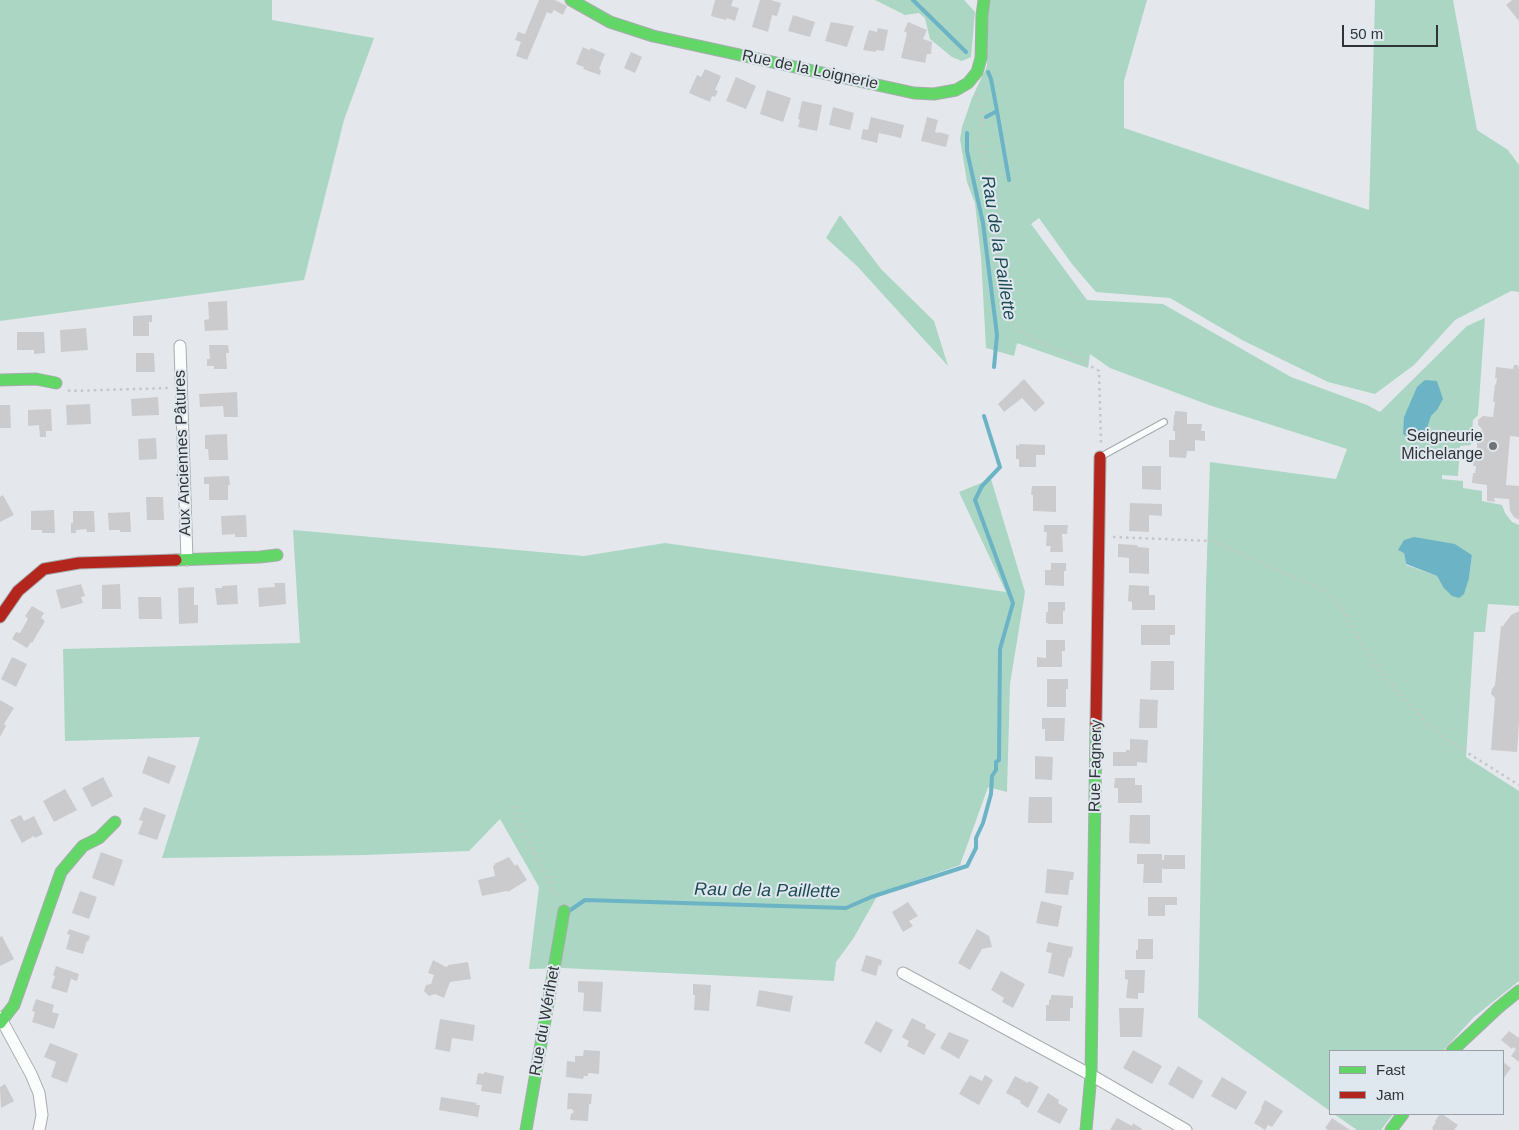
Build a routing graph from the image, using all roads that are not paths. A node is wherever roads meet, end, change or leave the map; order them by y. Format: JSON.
{"nodes":[{"id":1,"x":572,"y":0,"type":"edge"},
{"id":2,"x":984,"y":0,"type":"edge"},
{"id":3,"x":180,"y":346,"type":"dead end"},
{"id":4,"x":0,"y":380,"type":"edge"},
{"id":5,"x":56,"y":383,"type":"road end"},
{"id":6,"x":1164,"y":422,"type":"dead end"},
{"id":7,"x":1100,"y":457,"type":"joint"},
{"id":8,"x":277,"y":555,"type":"dead end"},
{"id":9,"x":187,"y":560,"type":"junction"},
{"id":10,"x":0,"y":617,"type":"edge"},
{"id":11,"x":115,"y":822,"type":"dead end"},
{"id":12,"x":564,"y":911,"type":"road end"},
{"id":13,"x":903,"y":973,"type":"dead end"},
{"id":14,"x":1519,"y":991,"type":"edge"},
{"id":15,"x":1,"y":1020,"type":"edge"},
{"id":16,"x":1453,"y":1050,"type":"edge"},
{"id":17,"x":1091,"y":1075,"type":"junction"},
{"id":18,"x":1402,"y":1115,"type":"edge"},
{"id":19,"x":40,"y":1130,"type":"edge"},
{"id":20,"x":526,"y":1130,"type":"edge"},
{"id":21,"x":1086,"y":1130,"type":"edge"},
{"id":22,"x":1186,"y":1130,"type":"edge"},
{"id":23,"x":1391,"y":1130,"type":"edge"}],
"edges":[{"from":1,"to":2,"type":"street","name":"Rue de la Loignerie"},
{"from":3,"to":9,"type":"street","name":"Aux Anciennes Pâtures"},
{"from":4,"to":5,"type":"street"},
{"from":6,"to":7,"type":"lane"},
{"from":7,"to":17,"type":"street","name":"Rue Fagnery"},
{"from":8,"to":9,"type":"street","name":"Aux Anciennes Pâtures"},
{"from":9,"to":10,"type":"street","name":"Aux Anciennes Pâtures"},
{"from":11,"to":15,"type":"street"},
{"from":12,"to":20,"type":"street","name":"Rue du Wérihet"},
{"from":13,"to":17,"type":"street"},
{"from":14,"to":16,"type":"street"},
{"from":15,"to":19,"type":"street"},
{"from":17,"to":21,"type":"street","name":"Rue Fagnery"},
{"from":17,"to":22,"type":"street"},
{"from":18,"to":23,"type":"street"}]}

→ WHAT NEEDS TO BE DONE
Could you write out the whole listing exactly, dropping the pictures?

→ WRITTEN SOLUTION
Build a routing graph from the image, using all roads that are not paths. A node is wherever roads meet, end, change or leave the map; order them by y. Format: JSON.
{"nodes":[{"id":1,"x":572,"y":0,"type":"edge"},
{"id":2,"x":984,"y":0,"type":"edge"},
{"id":3,"x":180,"y":346,"type":"dead end"},
{"id":4,"x":0,"y":380,"type":"edge"},
{"id":5,"x":56,"y":383,"type":"road end"},
{"id":6,"x":1164,"y":422,"type":"dead end"},
{"id":7,"x":1100,"y":457,"type":"joint"},
{"id":8,"x":277,"y":555,"type":"dead end"},
{"id":9,"x":187,"y":560,"type":"junction"},
{"id":10,"x":0,"y":617,"type":"edge"},
{"id":11,"x":115,"y":822,"type":"dead end"},
{"id":12,"x":564,"y":911,"type":"road end"},
{"id":13,"x":903,"y":973,"type":"dead end"},
{"id":14,"x":1519,"y":991,"type":"edge"},
{"id":15,"x":1,"y":1020,"type":"edge"},
{"id":16,"x":1453,"y":1050,"type":"edge"},
{"id":17,"x":1091,"y":1075,"type":"junction"},
{"id":18,"x":1402,"y":1115,"type":"edge"},
{"id":19,"x":40,"y":1130,"type":"edge"},
{"id":20,"x":526,"y":1130,"type":"edge"},
{"id":21,"x":1086,"y":1130,"type":"edge"},
{"id":22,"x":1186,"y":1130,"type":"edge"},
{"id":23,"x":1391,"y":1130,"type":"edge"}],
"edges":[{"from":1,"to":2,"type":"street","name":"Rue de la Loignerie"},
{"from":3,"to":9,"type":"street","name":"Aux Anciennes Pâtures"},
{"from":4,"to":5,"type":"street"},
{"from":6,"to":7,"type":"lane"},
{"from":7,"to":17,"type":"street","name":"Rue Fagnery"},
{"from":8,"to":9,"type":"street","name":"Aux Anciennes Pâtures"},
{"from":9,"to":10,"type":"street","name":"Aux Anciennes Pâtures"},
{"from":11,"to":15,"type":"street"},
{"from":12,"to":20,"type":"street","name":"Rue du Wérihet"},
{"from":13,"to":17,"type":"street"},
{"from":14,"to":16,"type":"street"},
{"from":15,"to":19,"type":"street"},
{"from":17,"to":21,"type":"street","name":"Rue Fagnery"},
{"from":17,"to":22,"type":"street"},
{"from":18,"to":23,"type":"street"}]}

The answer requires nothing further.